I would be annoyed too OP. The fact you think she doesn't really like you and that you think you ILs don't really like you speaks volumes! She doesn't because she's jealous and they don't because they were hoping their son would marry her.

Fuck the lot of them.

Wibblypiglikesbananas · 25/03/2015 15:02

Agree with FromParis and Works - who in their right mind, especially once they have children of their own with someone else, has time to stay in touch with an ex's parents? What on earth does this woman's own DP think of the situation? So odd! MIL is obviously enabling the whole thing. I'd be tempted to see a lot less of her until she gave up on cuckoo-woman.

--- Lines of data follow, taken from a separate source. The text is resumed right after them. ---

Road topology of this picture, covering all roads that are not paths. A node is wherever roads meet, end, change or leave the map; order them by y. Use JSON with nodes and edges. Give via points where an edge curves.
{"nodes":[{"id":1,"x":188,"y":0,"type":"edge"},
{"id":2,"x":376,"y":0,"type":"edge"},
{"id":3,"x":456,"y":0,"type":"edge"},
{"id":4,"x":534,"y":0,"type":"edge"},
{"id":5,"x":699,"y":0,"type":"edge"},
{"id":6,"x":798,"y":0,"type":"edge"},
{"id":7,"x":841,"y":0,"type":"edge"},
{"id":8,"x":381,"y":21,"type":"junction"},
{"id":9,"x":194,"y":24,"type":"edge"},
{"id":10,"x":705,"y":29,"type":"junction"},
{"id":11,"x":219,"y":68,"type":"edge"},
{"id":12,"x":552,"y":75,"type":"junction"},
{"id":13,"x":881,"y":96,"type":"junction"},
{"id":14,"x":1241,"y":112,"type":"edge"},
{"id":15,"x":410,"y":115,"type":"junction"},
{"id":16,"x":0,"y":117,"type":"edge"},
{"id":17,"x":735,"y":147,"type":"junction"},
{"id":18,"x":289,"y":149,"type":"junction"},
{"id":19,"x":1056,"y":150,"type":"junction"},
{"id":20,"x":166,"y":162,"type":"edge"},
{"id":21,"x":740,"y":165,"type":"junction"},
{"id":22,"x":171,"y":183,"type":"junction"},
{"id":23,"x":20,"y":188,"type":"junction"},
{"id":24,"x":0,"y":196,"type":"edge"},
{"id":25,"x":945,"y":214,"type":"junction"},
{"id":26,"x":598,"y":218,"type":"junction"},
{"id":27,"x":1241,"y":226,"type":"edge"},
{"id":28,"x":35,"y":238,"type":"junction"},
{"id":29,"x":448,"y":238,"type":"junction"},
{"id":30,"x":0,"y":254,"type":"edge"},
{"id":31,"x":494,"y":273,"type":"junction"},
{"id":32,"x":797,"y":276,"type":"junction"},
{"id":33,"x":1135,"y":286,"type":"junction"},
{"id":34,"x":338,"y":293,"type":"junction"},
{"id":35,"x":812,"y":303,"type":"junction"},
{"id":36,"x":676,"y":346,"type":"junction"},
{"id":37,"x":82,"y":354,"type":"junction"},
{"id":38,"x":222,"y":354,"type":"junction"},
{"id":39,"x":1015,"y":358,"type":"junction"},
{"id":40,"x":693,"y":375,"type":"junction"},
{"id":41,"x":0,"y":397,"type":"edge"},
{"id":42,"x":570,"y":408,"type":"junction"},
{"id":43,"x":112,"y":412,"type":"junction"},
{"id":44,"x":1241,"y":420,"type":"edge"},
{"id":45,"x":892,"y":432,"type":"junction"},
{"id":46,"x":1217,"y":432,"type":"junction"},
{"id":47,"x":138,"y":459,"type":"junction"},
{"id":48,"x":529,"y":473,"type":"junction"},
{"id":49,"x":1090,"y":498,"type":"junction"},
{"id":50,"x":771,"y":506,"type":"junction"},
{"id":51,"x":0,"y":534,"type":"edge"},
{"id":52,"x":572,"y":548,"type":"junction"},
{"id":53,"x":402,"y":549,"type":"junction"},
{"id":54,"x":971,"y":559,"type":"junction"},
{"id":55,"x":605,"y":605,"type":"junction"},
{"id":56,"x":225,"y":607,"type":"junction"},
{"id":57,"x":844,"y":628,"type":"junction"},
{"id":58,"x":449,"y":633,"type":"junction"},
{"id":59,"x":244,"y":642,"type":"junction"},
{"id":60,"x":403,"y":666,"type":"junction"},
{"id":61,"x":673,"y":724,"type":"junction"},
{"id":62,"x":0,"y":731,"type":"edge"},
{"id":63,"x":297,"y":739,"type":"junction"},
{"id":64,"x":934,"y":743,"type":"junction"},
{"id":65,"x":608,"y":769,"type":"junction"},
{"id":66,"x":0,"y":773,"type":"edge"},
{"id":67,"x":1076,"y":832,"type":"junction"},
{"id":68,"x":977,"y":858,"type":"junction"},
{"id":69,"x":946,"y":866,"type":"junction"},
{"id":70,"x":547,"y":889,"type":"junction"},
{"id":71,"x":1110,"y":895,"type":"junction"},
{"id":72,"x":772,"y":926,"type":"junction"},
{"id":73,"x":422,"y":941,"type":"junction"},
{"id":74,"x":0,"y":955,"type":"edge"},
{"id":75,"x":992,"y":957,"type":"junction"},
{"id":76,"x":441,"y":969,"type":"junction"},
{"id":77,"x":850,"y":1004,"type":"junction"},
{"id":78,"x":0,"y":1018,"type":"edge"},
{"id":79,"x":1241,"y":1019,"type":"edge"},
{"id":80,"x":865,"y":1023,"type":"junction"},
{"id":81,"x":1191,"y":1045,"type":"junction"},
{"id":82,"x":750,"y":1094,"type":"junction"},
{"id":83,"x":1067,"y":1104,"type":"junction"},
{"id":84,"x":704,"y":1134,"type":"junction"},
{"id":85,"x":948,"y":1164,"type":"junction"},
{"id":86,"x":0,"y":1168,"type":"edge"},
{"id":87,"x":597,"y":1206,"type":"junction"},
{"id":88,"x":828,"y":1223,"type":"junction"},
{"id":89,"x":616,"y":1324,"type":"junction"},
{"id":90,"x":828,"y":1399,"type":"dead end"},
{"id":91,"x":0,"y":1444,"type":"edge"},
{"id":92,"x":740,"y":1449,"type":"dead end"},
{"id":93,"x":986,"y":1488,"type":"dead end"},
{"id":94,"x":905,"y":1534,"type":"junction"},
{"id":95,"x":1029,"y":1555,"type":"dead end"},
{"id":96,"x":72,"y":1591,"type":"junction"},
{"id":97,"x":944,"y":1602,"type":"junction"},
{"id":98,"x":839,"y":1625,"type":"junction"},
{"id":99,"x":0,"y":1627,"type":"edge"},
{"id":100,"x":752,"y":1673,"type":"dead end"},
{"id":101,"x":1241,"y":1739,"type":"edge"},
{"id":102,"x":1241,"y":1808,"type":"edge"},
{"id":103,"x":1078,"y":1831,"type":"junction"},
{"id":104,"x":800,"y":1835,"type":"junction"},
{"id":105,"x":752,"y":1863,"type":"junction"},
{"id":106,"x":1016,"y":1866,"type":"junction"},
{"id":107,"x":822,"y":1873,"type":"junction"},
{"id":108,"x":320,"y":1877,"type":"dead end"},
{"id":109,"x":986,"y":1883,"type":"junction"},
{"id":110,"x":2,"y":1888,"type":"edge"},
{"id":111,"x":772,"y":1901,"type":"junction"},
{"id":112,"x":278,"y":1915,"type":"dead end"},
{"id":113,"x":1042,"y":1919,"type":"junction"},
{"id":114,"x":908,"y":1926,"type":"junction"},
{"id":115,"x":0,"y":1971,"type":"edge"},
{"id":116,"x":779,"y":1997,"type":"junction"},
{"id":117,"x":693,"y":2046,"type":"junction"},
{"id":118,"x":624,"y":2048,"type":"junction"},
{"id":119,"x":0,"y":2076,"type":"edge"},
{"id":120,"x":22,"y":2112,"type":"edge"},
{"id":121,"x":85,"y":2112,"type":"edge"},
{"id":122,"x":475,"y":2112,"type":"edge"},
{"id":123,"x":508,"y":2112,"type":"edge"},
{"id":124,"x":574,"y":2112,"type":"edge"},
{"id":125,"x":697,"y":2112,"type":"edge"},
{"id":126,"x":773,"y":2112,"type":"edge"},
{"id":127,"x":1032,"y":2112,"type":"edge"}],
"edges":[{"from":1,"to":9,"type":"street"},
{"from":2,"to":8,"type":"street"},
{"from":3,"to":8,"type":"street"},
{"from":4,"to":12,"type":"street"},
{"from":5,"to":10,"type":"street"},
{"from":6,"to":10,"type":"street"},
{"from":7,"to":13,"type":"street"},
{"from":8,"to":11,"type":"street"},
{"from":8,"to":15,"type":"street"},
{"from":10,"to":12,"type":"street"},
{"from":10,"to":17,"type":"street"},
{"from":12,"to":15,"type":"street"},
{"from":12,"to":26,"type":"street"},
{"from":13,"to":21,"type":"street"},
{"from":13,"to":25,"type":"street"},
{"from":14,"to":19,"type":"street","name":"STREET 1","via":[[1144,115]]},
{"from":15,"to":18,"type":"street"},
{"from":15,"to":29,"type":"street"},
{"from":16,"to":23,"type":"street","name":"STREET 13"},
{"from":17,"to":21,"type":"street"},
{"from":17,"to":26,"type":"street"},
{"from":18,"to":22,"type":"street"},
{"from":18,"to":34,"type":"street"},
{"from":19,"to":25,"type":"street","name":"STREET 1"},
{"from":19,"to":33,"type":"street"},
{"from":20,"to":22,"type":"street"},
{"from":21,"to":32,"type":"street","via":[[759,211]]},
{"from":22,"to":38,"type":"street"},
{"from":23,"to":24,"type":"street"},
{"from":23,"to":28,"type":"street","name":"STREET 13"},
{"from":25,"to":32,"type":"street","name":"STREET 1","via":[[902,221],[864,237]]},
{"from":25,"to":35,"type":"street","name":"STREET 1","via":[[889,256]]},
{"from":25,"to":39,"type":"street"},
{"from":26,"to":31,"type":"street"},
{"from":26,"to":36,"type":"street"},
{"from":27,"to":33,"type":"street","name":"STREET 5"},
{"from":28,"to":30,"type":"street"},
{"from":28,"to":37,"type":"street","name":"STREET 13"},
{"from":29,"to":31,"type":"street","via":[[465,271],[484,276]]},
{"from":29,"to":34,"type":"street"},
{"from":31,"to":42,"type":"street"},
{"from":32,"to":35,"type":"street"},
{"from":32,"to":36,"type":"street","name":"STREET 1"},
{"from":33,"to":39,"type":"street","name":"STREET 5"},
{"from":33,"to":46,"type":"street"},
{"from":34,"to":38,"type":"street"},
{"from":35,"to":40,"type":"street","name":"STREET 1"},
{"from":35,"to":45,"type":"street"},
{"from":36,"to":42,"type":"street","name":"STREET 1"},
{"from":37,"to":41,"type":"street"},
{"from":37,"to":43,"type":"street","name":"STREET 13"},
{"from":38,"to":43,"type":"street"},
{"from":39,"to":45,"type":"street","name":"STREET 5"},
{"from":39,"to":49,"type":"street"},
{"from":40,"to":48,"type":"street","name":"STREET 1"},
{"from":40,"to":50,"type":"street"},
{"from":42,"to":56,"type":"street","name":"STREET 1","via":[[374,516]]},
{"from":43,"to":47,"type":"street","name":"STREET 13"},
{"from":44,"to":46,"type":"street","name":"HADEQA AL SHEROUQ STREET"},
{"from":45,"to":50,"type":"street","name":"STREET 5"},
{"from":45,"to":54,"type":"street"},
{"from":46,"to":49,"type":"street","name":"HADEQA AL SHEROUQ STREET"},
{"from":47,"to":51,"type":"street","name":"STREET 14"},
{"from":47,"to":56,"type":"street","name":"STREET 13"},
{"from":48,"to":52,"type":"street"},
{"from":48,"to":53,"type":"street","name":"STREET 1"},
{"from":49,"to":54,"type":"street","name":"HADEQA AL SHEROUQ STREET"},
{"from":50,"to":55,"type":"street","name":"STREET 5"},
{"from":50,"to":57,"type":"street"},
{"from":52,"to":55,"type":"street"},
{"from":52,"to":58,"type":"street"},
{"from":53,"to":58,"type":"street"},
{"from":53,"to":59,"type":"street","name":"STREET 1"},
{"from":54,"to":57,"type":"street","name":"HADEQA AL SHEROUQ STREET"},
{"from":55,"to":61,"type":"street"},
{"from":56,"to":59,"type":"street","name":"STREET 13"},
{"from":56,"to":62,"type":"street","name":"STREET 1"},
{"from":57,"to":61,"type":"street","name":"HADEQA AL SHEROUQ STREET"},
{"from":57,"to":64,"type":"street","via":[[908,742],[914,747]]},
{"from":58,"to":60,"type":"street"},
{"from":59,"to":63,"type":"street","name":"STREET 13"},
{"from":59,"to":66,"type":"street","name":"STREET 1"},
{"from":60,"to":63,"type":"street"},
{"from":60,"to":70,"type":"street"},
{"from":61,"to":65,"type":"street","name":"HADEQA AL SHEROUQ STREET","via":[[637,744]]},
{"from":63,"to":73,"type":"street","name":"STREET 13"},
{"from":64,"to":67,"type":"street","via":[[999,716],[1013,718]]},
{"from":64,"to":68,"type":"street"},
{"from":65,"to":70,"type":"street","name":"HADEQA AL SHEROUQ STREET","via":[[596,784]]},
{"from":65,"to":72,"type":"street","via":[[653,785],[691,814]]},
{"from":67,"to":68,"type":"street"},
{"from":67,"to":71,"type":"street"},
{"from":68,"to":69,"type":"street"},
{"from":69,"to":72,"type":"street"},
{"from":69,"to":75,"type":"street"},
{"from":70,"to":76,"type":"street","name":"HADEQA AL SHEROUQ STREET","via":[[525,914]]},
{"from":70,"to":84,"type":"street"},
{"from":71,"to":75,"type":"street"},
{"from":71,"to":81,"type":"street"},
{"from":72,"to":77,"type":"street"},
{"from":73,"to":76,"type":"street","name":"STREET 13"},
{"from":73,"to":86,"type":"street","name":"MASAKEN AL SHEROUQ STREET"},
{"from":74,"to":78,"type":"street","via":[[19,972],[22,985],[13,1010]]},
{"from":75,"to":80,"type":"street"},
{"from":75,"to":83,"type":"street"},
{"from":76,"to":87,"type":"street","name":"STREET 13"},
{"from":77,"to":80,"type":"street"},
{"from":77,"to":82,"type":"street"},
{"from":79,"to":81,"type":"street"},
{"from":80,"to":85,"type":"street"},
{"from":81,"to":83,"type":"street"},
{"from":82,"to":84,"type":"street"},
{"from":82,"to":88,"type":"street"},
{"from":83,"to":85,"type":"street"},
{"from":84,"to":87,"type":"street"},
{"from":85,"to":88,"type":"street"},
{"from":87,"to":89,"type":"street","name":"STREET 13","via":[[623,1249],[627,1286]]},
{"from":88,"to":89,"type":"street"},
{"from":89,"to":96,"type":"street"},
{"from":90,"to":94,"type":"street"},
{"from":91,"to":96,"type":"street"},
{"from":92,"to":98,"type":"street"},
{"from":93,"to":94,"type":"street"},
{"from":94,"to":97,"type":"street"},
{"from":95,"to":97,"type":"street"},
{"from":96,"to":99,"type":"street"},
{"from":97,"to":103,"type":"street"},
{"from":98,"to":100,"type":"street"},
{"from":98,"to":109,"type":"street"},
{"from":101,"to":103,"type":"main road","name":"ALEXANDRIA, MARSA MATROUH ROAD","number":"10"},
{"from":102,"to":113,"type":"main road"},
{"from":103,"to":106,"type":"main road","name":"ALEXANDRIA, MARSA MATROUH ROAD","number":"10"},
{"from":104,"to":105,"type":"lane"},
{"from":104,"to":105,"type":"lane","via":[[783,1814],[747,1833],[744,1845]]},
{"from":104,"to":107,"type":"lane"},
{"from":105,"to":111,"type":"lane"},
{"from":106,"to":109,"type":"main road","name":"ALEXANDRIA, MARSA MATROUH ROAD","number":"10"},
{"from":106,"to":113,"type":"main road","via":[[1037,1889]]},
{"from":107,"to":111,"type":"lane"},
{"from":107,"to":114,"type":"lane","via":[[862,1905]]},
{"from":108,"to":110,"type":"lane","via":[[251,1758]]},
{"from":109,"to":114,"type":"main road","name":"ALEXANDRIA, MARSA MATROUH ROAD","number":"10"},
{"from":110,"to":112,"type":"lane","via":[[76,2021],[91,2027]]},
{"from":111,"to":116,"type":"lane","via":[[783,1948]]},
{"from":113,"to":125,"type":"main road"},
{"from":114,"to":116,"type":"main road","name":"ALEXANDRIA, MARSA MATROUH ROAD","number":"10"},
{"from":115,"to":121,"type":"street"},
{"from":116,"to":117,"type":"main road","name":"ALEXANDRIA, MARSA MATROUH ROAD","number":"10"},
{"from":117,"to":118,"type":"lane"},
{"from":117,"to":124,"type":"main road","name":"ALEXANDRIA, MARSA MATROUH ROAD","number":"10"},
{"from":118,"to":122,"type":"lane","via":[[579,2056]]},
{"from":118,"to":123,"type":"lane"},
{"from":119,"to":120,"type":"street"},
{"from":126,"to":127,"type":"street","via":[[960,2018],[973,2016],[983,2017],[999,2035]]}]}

GallicGarlic · 25/03/2015 15:08

Oh, god, I'm really paranoid now Shock I'm still friends with one ex-SIL and two XH's best friends (one each), plus a few random mutual friends. I'm not in touch with the exes, apart from when we - and their wives - all 'like' something on FB.

AIBU (Am I being unflushable)?? I do NOT want these long-ago crap husbands back, by the way!

VeryAgedParent · 25/03/2015 15:16

I think the OP should get her DD to send/write/sign a thank you message in a card for the boots, or text her one!